__Exercise description__: Among the records below, find each line containing the word "Persiaran" and copy it.

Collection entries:
------------------------------------------------------------

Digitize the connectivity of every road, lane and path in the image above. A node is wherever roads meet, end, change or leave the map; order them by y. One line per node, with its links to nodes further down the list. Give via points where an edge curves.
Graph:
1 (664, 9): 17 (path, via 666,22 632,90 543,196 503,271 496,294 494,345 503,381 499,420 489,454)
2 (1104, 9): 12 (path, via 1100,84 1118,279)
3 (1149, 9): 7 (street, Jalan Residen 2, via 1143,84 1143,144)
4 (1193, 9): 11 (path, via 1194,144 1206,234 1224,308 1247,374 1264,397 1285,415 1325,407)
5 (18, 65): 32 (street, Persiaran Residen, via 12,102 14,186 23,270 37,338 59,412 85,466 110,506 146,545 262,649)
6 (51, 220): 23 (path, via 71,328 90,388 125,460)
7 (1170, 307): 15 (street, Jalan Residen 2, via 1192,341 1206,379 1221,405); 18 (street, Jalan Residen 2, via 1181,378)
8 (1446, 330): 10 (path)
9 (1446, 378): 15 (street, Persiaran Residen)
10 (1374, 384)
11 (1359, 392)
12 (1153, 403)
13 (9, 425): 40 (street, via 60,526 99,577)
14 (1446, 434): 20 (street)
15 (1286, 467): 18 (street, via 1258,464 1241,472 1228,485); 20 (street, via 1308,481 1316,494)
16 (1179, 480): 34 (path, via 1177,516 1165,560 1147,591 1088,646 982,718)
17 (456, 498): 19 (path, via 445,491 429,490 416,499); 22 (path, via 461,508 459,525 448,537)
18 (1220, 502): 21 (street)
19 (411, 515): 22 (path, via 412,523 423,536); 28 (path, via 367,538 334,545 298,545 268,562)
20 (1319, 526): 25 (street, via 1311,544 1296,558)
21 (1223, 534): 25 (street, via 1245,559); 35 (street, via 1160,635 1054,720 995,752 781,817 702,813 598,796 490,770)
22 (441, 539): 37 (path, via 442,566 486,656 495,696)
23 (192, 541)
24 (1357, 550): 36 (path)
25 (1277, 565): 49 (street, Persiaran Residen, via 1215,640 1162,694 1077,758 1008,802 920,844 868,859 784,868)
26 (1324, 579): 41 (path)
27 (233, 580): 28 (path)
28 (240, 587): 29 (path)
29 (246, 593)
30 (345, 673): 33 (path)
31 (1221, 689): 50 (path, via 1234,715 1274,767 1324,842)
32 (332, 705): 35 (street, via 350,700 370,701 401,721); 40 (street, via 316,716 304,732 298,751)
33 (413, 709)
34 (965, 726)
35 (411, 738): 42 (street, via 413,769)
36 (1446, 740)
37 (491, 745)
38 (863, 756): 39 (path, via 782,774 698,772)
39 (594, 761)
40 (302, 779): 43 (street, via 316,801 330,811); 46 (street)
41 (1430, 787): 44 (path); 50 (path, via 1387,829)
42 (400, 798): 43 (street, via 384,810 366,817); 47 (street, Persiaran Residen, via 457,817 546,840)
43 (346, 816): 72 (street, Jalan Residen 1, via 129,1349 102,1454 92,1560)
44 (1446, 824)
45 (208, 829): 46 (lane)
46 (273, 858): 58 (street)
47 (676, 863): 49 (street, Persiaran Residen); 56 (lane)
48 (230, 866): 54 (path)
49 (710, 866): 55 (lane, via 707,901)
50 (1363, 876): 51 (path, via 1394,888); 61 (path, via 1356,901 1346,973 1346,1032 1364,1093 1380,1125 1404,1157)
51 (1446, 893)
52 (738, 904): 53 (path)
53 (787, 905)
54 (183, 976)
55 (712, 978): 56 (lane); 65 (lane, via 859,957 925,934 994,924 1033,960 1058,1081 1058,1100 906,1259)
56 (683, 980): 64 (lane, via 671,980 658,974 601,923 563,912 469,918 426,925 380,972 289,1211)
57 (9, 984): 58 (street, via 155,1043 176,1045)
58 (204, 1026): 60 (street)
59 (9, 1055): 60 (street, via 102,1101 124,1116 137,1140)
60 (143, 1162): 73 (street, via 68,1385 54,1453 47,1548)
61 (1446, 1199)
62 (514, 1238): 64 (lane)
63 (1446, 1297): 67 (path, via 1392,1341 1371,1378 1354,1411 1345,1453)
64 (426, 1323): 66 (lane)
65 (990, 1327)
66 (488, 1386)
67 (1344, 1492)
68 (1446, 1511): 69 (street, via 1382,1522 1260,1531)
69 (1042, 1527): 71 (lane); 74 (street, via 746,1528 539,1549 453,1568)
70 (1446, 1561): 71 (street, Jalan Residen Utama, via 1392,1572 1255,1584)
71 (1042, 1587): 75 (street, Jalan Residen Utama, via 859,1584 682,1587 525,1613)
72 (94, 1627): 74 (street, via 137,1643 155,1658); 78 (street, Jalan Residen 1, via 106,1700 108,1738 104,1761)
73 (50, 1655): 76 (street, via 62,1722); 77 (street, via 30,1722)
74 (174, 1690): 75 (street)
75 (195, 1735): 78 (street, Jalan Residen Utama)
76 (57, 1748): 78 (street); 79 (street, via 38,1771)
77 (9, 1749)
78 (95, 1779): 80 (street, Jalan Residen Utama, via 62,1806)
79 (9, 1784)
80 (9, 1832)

------------------------------------------------------------

__Answer below__:
5 (18, 65): 32 (street, Persiaran Residen, via 12,102 14,186 23,270 37,338 59,412 85,466 110,506 146,545 262,649)
9 (1446, 378): 15 (street, Persiaran Residen)
25 (1277, 565): 49 (street, Persiaran Residen, via 1215,640 1162,694 1077,758 1008,802 920,844 868,859 784,868)
42 (400, 798): 43 (street, via 384,810 366,817); 47 (street, Persiaran Residen, via 457,817 546,840)
47 (676, 863): 49 (street, Persiaran Residen); 56 (lane)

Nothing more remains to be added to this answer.